See our latest analysis for Waters.
After a weak patch that left the 90 day share price return at a 20.35% decline and the 1 year total shareholder return at an 11.85% loss, recent gains around the TD Cowen health care conference and renewed Wall Street attention suggest that negative momentum may be easing.
If Waters has you reconsidering your watchlist, this could be a good moment to widen the search and review 37 healthcare AI stocks
With shares still down double digits over 1 year but trading at roughly a 30% discount to both analyst targets and intrinsic estimates, is Waters quietly offering value, or is the market already accounting for its next phase of growth?
With Waters last closing at $304.24 against a narrative fair value of $393.14, the gap between market price and modeled worth is hard to ignore.
The planned combination with BD's Biosciences and Diagnostic Solutions business is expected to accelerate entry into biologics, precision medicine, and cell/gene therapy markets, segments with expanding analytical needs, unlocking new addressable markets and providing a multi-year revenue synergy opportunity, directly impacting future revenues and EPS growth.

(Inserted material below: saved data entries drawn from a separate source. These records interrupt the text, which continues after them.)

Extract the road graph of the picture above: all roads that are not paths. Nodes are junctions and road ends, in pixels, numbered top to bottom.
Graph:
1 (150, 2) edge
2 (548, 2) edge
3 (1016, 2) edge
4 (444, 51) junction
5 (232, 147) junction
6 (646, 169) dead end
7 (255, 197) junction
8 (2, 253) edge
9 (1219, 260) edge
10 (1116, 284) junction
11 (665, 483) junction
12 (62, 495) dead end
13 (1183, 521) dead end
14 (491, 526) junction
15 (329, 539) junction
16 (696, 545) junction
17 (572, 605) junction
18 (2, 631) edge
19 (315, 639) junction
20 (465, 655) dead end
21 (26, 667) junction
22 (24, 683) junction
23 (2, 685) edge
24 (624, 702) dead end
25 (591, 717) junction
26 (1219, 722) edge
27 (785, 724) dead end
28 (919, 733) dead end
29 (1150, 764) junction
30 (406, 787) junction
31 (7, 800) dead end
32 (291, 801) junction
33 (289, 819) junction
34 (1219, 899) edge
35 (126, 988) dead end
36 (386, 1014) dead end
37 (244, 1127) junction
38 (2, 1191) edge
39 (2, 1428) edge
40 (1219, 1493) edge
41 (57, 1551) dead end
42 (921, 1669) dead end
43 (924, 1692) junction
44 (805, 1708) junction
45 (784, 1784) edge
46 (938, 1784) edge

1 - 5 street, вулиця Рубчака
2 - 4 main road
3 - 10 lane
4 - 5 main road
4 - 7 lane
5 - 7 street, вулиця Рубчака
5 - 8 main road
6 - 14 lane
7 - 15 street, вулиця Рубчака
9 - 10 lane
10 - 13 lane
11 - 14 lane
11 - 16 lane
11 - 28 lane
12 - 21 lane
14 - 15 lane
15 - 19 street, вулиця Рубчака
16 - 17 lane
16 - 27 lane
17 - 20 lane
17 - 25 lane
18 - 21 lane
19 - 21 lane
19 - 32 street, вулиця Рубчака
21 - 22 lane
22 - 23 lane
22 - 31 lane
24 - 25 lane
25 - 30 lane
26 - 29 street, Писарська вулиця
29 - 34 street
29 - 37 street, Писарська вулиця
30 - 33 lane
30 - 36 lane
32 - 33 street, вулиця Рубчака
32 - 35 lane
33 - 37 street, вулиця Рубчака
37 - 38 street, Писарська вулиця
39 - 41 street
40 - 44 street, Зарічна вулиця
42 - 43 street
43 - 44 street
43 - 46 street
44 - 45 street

Want to see what is powering that valuation gap? The narrative leans heavily on faster top line expansion, firmer margins, and a rich future earnings multiple. Curious how those pieces add up to that fair value.
Result: Fair Value of $393.14 (UNDERVALUED)
Have a read of the narrative in full and understand what's behind the forecasts.
However, this depends on Waters executing the BD deal cleanly and avoiding prolonged weakness in academic and government demand, which could challenge those upbeat analyst assumptions.
Find out about the key risks to this Waters narrative.
The analyst narrative and fair value model lean toward upside, but the current P/E of 46.4x tells a different story, especially against the Life Sciences industry at 33.8x, peers at 28.3x, and a fair ratio of 24.7x that the market could eventually lean towards. Is the optimism already in the price, or do you think the market is misreading the story?
For a closer look at what these gaps might mean for valuation risk or opportunity, including how earnings growth expectations interact with that higher P/E, See what the numbers say about this price — find out in our valuation breakdown.
Mixed signals or a fresh setup for Waters? If you want to move quickly and build your own view using the full picture, weigh up the 4 key rewards and 1 important warning sign
If Waters has sharpened your thinking, do not stop there. Widen your opportunity set now so you are not looking back wishing you had acted sooner.
This article by Simply Wall St is general in nature. We provide commentary based on historical data and analyst forecasts only using an unbiased methodology and our articles are not intended to be financial advice. It does not constitute a recommendation to buy or sell any stock, and does not take account of your objectives, or your financial situation. We aim to bring you long-term focused analysis driven by fundamental data. Note that our analysis may not factor in the latest price-sensitive company announcements or qualitative material. Simply Wall St has no position in any stocks mentioned.